Incognita sulla data in Cdm, ipotesi del divieto a varie misure

Palazzo Chigi

Redazione Ansa

 Non solo gli atti di custodia cautelare. Ad essere impubblicabili potrebbero essere anche altre misure cautelari personali, le interdittive e i sequestri. Il governo si prepara ad una nuova stretta sui giornalisti, che potrebbe essere inserita nello stesso decreto legislativo già approvato lo scorso settembre in via preliminare dal Consiglio dei ministri: il provvedimento nato dopo un emendamento e ribattezzato "legge bavaglio" dalle opposizioni e dalla Federazione nazionale della stampa. La nuova versione del decreto, ricevuti i pareri e le indicazioni dalla commissione Giustizia, potrebbe approdare in uno dei prossimi Cdm, ma a via Arenula si è ancora in attesa di capire se Palazzo Chigi deciderà di dare il via libera per l'inserimento del decreto in calendario fin da subito o ci sarà una proroga.

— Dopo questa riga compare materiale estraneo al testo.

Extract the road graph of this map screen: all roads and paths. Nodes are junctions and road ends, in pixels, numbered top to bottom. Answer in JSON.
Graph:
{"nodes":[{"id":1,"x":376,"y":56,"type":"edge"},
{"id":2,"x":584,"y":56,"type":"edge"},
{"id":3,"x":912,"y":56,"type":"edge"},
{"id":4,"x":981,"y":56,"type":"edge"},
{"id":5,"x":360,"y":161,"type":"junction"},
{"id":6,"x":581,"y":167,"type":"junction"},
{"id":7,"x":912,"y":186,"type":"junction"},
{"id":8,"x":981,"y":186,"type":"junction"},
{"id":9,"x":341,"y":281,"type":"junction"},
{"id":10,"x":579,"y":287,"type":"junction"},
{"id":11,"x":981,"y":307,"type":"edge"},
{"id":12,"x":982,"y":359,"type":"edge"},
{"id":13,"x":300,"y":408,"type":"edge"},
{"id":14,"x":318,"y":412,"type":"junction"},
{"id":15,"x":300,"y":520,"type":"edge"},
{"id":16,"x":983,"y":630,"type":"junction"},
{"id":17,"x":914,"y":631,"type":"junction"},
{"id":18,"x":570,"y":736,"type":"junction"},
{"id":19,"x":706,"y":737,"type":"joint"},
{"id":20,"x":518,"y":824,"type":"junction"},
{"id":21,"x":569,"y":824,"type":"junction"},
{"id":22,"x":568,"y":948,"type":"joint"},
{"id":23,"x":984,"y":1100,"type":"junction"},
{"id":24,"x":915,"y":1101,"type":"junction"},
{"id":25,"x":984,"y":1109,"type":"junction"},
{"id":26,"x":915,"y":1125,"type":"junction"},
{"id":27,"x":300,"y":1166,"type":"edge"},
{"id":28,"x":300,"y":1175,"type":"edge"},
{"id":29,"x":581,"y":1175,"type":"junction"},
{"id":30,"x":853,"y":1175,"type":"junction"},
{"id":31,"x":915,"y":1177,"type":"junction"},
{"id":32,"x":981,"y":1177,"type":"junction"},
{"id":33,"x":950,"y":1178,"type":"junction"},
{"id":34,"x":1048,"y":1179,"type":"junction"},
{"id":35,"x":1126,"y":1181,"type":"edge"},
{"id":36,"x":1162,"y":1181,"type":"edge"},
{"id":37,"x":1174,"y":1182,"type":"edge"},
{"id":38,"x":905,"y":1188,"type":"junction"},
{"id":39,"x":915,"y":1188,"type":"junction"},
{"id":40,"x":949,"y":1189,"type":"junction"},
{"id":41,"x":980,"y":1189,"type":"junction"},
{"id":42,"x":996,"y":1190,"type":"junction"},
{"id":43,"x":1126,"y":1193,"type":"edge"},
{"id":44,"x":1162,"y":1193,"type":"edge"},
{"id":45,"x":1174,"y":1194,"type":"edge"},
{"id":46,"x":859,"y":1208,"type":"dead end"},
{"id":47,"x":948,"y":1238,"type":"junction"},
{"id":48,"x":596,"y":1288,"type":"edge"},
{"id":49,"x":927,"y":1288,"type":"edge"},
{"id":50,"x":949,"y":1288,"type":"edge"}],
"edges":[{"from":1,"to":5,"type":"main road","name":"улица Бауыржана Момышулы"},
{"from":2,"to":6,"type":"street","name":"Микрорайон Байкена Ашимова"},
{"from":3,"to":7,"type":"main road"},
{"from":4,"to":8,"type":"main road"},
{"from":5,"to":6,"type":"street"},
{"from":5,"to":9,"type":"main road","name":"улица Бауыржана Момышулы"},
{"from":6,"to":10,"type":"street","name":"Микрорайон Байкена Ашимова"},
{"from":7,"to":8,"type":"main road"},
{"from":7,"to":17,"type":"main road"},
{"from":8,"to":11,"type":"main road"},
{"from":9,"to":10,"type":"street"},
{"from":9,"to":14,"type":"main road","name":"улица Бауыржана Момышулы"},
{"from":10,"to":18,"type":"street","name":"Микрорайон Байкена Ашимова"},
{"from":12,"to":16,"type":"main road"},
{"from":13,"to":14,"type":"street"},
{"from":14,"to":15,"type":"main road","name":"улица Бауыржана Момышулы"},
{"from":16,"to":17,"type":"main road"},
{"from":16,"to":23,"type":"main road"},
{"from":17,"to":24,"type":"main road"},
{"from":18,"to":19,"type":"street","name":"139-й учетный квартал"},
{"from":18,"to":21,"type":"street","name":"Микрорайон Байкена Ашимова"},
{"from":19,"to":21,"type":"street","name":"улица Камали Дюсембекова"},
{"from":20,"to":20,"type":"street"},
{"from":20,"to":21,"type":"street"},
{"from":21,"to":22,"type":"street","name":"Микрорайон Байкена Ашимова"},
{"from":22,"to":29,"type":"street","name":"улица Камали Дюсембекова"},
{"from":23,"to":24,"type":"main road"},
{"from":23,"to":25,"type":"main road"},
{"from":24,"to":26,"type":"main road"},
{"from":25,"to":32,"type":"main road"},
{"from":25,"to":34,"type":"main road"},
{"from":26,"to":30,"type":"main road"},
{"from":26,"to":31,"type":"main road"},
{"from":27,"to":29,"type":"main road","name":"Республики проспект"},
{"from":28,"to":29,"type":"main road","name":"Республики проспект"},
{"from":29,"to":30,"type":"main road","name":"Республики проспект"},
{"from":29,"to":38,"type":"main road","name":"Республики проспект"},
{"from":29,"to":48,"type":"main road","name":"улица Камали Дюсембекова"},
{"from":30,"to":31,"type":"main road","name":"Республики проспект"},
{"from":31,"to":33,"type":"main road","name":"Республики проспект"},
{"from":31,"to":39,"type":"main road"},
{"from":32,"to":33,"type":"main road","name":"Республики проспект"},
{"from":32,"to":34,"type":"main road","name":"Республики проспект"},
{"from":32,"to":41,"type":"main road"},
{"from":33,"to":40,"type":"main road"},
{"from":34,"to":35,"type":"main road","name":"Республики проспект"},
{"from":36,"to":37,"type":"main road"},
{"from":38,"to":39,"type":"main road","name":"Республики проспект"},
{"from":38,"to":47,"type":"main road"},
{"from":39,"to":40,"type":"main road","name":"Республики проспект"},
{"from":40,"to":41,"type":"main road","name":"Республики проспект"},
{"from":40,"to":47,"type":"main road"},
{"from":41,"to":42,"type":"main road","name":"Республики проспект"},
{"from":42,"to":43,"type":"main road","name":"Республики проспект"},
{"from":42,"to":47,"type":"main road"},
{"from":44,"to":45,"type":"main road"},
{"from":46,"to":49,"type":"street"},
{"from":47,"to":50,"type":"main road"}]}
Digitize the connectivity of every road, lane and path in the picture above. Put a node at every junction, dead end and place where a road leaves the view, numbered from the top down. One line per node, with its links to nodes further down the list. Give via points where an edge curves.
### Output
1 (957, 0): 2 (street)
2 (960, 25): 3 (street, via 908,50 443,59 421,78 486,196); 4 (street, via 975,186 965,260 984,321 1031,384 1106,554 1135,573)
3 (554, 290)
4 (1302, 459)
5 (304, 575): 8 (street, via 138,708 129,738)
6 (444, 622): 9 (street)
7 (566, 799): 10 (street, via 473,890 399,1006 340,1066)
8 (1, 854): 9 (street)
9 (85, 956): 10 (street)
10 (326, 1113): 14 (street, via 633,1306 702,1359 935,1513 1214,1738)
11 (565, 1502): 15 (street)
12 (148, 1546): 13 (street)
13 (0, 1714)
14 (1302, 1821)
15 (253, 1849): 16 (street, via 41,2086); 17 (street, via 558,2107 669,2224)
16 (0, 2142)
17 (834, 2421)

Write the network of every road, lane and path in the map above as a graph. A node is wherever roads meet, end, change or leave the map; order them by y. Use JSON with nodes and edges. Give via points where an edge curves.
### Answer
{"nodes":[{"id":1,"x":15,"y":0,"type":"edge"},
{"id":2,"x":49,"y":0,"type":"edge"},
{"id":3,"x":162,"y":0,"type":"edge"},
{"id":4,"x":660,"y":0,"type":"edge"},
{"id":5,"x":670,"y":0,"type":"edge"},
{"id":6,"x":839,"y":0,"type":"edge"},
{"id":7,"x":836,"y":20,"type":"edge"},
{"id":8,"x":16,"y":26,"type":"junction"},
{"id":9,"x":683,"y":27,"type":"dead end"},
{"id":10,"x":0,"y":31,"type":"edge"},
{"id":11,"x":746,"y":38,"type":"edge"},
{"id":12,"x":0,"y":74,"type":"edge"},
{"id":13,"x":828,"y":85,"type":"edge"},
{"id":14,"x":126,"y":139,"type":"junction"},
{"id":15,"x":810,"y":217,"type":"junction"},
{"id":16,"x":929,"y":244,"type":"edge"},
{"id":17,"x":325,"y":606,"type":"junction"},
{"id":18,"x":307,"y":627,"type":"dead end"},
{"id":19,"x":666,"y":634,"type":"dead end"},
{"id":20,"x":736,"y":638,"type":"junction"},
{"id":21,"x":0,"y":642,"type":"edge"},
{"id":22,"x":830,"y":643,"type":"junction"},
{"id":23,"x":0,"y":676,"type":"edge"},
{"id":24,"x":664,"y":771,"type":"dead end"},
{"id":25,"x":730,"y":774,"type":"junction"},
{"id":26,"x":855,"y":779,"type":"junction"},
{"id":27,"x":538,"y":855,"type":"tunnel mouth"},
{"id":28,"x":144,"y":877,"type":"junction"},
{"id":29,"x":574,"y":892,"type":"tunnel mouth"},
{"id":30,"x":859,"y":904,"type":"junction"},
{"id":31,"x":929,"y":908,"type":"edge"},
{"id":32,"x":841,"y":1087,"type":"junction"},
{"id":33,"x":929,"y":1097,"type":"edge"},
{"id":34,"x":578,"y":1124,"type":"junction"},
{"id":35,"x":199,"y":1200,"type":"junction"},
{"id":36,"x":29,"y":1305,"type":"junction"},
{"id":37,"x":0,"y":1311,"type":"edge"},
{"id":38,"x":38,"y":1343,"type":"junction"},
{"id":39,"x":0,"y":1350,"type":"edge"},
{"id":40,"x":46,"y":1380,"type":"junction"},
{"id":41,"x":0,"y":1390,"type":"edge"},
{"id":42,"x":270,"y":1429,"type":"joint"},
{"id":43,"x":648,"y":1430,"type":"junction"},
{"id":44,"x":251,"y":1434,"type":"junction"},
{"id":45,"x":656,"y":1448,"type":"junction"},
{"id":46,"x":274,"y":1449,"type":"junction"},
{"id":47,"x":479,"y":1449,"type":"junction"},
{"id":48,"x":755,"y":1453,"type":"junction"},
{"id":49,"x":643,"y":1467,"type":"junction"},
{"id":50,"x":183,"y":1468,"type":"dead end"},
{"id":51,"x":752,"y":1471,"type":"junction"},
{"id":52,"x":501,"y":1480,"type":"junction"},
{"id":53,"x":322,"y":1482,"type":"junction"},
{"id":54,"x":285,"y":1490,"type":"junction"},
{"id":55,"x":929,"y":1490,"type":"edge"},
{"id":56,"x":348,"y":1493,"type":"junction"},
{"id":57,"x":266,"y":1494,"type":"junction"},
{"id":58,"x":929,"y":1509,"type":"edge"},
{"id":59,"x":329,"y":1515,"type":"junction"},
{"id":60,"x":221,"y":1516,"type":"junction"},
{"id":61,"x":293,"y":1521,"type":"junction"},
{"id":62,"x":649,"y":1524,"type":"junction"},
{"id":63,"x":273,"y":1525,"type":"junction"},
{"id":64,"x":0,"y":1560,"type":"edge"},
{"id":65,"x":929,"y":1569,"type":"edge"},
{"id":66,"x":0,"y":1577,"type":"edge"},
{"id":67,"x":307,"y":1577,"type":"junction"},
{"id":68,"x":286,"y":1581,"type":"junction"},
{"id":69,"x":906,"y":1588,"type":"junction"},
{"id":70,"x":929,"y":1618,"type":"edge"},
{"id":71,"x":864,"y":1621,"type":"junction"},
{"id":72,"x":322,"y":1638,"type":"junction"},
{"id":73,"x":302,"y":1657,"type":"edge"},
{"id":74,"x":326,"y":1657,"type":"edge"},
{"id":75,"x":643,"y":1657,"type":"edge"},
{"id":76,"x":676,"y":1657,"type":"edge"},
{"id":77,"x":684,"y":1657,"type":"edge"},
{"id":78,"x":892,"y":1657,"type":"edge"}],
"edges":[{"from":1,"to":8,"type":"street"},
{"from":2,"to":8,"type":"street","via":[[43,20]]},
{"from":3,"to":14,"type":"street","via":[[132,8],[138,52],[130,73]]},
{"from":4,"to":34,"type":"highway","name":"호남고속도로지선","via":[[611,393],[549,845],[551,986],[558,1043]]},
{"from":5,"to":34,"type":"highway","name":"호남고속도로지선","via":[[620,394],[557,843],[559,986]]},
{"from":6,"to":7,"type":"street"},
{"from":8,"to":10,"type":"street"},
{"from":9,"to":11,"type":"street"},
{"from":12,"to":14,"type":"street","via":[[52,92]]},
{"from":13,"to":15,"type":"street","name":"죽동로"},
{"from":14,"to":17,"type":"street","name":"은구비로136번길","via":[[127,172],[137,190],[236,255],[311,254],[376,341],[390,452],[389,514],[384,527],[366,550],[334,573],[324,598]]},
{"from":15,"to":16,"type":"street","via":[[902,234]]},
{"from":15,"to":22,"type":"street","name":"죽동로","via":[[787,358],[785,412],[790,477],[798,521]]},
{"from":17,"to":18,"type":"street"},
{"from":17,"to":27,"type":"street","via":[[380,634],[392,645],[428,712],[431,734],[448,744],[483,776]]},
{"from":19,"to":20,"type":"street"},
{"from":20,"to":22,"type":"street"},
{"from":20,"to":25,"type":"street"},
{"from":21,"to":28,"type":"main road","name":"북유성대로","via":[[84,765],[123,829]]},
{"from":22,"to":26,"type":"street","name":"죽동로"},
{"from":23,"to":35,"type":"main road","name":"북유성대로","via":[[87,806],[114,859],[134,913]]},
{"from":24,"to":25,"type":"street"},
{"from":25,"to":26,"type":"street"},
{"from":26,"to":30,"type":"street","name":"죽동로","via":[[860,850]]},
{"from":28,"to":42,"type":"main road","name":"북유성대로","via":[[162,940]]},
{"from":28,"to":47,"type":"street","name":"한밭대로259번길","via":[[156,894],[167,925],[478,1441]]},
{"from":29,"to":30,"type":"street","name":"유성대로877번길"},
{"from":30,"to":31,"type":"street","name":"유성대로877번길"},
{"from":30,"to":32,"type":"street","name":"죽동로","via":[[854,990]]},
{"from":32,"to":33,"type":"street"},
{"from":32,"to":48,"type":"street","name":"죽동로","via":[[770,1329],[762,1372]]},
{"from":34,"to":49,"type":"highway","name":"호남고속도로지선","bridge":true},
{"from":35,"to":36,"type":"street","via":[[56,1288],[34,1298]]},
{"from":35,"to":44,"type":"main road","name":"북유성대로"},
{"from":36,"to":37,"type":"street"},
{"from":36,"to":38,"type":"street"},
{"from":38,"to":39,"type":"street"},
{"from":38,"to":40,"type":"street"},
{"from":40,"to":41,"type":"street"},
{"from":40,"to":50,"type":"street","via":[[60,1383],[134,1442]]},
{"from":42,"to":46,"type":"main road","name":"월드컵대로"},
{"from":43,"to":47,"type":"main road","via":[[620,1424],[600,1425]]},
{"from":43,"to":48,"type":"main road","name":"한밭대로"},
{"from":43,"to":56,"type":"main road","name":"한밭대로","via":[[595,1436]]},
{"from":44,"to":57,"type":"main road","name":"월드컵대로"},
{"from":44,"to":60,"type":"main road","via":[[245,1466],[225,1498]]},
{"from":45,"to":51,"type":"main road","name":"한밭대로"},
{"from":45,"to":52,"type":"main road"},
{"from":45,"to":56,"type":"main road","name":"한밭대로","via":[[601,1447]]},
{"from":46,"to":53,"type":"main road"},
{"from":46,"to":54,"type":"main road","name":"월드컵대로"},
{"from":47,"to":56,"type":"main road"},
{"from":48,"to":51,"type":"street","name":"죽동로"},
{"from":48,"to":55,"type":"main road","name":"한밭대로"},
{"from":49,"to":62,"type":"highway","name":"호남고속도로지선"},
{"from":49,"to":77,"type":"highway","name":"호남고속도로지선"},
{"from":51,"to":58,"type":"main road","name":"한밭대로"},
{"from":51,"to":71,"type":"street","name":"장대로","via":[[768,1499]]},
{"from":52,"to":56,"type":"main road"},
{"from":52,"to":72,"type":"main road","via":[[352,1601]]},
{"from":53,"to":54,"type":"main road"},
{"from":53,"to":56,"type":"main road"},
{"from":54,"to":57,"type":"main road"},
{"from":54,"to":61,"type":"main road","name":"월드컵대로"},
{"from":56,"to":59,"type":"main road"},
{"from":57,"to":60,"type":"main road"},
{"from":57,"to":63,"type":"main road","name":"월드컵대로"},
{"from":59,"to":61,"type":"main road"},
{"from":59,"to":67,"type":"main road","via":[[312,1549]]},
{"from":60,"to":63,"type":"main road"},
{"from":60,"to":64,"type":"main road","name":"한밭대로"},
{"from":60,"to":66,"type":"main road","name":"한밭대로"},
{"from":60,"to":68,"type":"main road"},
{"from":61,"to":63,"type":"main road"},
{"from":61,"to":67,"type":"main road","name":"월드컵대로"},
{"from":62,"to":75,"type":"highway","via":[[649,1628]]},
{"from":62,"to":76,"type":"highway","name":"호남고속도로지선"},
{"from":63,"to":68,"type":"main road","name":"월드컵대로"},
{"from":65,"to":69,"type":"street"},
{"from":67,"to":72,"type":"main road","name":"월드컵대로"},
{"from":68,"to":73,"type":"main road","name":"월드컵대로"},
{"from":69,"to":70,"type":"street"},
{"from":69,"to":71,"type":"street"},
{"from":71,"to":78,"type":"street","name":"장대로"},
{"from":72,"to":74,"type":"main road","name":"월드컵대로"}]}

Al momento - spiegano fonti del ministero della Giustizia - si sta valutando il perimetro entro il quale estendere il divieto e decidere se includere in generale l'interdizione di pubblicazione per tutti gli atti, come tutte le misure cautelari personali, il carcere, le interdittive e perquisizioni, o solo determinati documenti. Sembra però chiaro che la formula di secretazione stabilita sarà comunque la stessa decisa già due mesi fa: il testo preciso del documento diventa di fatto segreto e la stampa non potrà pubblicarlo, almeno finché non siano concluse le indagini preliminari o fino al termine dell'udienza preliminare. Nel caso della custodia cautelare sarà pubblicabile soltanto il contenuto dell'atto, senza poterlo citare tra virgolette, e potrà essere fedelmente riportato solo il capo di imputazione per esteso.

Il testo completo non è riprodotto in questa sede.